━━━ DATA FOR THIS EXERCISE

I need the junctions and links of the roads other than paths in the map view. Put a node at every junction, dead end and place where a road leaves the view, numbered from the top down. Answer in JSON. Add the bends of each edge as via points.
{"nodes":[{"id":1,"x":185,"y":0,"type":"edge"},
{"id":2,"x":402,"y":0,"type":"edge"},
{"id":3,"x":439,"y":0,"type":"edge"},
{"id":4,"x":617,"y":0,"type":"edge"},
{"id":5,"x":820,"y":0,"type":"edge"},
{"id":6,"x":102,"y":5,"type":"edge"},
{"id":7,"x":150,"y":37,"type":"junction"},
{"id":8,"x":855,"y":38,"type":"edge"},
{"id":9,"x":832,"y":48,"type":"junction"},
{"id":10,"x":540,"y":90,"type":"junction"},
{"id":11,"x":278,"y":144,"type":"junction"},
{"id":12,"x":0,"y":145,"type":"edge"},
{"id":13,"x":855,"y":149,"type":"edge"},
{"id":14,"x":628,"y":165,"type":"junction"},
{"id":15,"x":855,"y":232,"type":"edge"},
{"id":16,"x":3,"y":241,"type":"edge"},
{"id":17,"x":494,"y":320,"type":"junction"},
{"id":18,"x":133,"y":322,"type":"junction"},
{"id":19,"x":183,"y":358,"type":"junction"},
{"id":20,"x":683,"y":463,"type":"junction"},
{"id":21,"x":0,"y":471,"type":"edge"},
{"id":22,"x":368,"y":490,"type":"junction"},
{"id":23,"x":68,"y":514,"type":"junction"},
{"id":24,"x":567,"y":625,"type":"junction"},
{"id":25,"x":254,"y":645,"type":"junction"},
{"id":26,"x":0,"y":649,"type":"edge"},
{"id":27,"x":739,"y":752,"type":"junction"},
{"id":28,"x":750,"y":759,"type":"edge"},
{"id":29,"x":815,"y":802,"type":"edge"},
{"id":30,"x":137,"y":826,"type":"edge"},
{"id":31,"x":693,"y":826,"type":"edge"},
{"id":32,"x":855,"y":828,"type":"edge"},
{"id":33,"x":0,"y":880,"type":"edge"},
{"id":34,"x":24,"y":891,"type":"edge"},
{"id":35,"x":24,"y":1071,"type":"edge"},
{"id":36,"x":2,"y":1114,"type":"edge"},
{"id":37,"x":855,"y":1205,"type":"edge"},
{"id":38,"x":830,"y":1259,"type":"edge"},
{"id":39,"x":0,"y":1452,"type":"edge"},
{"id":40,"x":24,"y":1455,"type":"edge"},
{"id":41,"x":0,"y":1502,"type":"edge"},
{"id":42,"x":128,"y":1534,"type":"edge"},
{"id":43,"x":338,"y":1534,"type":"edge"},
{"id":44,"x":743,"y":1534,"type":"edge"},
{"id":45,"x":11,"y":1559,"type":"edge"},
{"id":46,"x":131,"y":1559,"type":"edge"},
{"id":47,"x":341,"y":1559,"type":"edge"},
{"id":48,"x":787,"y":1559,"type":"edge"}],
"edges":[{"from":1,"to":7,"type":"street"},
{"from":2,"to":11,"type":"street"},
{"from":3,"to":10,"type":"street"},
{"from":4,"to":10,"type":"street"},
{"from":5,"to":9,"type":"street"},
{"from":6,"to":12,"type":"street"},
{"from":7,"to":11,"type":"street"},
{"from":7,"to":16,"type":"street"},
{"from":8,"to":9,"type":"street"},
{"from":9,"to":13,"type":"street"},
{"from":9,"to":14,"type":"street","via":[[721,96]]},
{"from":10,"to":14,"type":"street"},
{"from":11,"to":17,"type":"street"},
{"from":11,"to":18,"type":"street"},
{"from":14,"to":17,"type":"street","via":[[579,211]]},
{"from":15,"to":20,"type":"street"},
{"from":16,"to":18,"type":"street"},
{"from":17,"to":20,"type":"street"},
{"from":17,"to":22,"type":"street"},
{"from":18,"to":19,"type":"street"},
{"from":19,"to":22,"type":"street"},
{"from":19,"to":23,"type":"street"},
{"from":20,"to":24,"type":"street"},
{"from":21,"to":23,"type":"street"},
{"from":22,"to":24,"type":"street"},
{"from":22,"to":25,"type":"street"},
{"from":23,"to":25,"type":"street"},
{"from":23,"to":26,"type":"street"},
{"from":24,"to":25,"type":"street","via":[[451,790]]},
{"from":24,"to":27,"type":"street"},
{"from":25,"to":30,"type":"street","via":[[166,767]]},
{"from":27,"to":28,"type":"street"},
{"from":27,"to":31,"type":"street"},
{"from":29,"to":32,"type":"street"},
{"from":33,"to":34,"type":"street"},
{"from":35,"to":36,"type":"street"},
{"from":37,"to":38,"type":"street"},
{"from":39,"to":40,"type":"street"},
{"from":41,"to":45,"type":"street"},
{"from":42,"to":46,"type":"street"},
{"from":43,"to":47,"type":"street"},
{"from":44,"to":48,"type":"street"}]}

━━━━━━

Please copy out every entry word for word.

I need the junctions and links of the roads other than paths in the map view. Put a node at every junction, dead end and place where a road leaves the view, numbered from the top down. Answer in JSON. Add the bends of each edge as via points.
{"nodes":[{"id":1,"x":185,"y":0,"type":"edge"},
{"id":2,"x":402,"y":0,"type":"edge"},
{"id":3,"x":439,"y":0,"type":"edge"},
{"id":4,"x":617,"y":0,"type":"edge"},
{"id":5,"x":820,"y":0,"type":"edge"},
{"id":6,"x":102,"y":5,"type":"edge"},
{"id":7,"x":150,"y":37,"type":"junction"},
{"id":8,"x":855,"y":38,"type":"edge"},
{"id":9,"x":832,"y":48,"type":"junction"},
{"id":10,"x":540,"y":90,"type":"junction"},
{"id":11,"x":278,"y":144,"type":"junction"},
{"id":12,"x":0,"y":145,"type":"edge"},
{"id":13,"x":855,"y":149,"type":"edge"},
{"id":14,"x":628,"y":165,"type":"junction"},
{"id":15,"x":855,"y":232,"type":"edge"},
{"id":16,"x":3,"y":241,"type":"edge"},
{"id":17,"x":494,"y":320,"type":"junction"},
{"id":18,"x":133,"y":322,"type":"junction"},
{"id":19,"x":183,"y":358,"type":"junction"},
{"id":20,"x":683,"y":463,"type":"junction"},
{"id":21,"x":0,"y":471,"type":"edge"},
{"id":22,"x":368,"y":490,"type":"junction"},
{"id":23,"x":68,"y":514,"type":"junction"},
{"id":24,"x":567,"y":625,"type":"junction"},
{"id":25,"x":254,"y":645,"type":"junction"},
{"id":26,"x":0,"y":649,"type":"edge"},
{"id":27,"x":739,"y":752,"type":"junction"},
{"id":28,"x":750,"y":759,"type":"edge"},
{"id":29,"x":815,"y":802,"type":"edge"},
{"id":30,"x":137,"y":826,"type":"edge"},
{"id":31,"x":693,"y":826,"type":"edge"},
{"id":32,"x":855,"y":828,"type":"edge"},
{"id":33,"x":0,"y":880,"type":"edge"},
{"id":34,"x":24,"y":891,"type":"edge"},
{"id":35,"x":24,"y":1071,"type":"edge"},
{"id":36,"x":2,"y":1114,"type":"edge"},
{"id":37,"x":855,"y":1205,"type":"edge"},
{"id":38,"x":830,"y":1259,"type":"edge"},
{"id":39,"x":0,"y":1452,"type":"edge"},
{"id":40,"x":24,"y":1455,"type":"edge"},
{"id":41,"x":0,"y":1502,"type":"edge"},
{"id":42,"x":128,"y":1534,"type":"edge"},
{"id":43,"x":338,"y":1534,"type":"edge"},
{"id":44,"x":743,"y":1534,"type":"edge"},
{"id":45,"x":11,"y":1559,"type":"edge"},
{"id":46,"x":131,"y":1559,"type":"edge"},
{"id":47,"x":341,"y":1559,"type":"edge"},
{"id":48,"x":787,"y":1559,"type":"edge"}],
"edges":[{"from":1,"to":7,"type":"street"},
{"from":2,"to":11,"type":"street"},
{"from":3,"to":10,"type":"street"},
{"from":4,"to":10,"type":"street"},
{"from":5,"to":9,"type":"street"},
{"from":6,"to":12,"type":"street"},
{"from":7,"to":11,"type":"street"},
{"from":7,"to":16,"type":"street"},
{"from":8,"to":9,"type":"street"},
{"from":9,"to":13,"type":"street"},
{"from":9,"to":14,"type":"street","via":[[721,96]]},
{"from":10,"to":14,"type":"street"},
{"from":11,"to":17,"type":"street"},
{"from":11,"to":18,"type":"street"},
{"from":14,"to":17,"type":"street","via":[[579,211]]},
{"from":15,"to":20,"type":"street"},
{"from":16,"to":18,"type":"street"},
{"from":17,"to":20,"type":"street"},
{"from":17,"to":22,"type":"street"},
{"from":18,"to":19,"type":"street"},
{"from":19,"to":22,"type":"street"},
{"from":19,"to":23,"type":"street"},
{"from":20,"to":24,"type":"street"},
{"from":21,"to":23,"type":"street"},
{"from":22,"to":24,"type":"street"},
{"from":22,"to":25,"type":"street"},
{"from":23,"to":25,"type":"street"},
{"from":23,"to":26,"type":"street"},
{"from":24,"to":25,"type":"street","via":[[451,790]]},
{"from":24,"to":27,"type":"street"},
{"from":25,"to":30,"type":"street","via":[[166,767]]},
{"from":27,"to":28,"type":"street"},
{"from":27,"to":31,"type":"street"},
{"from":29,"to":32,"type":"street"},
{"from":33,"to":34,"type":"street"},
{"from":35,"to":36,"type":"street"},
{"from":37,"to":38,"type":"street"},
{"from":39,"to":40,"type":"street"},
{"from":41,"to":45,"type":"street"},
{"from":42,"to":46,"type":"street"},
{"from":43,"to":47,"type":"street"},
{"from":44,"to":48,"type":"street"}]}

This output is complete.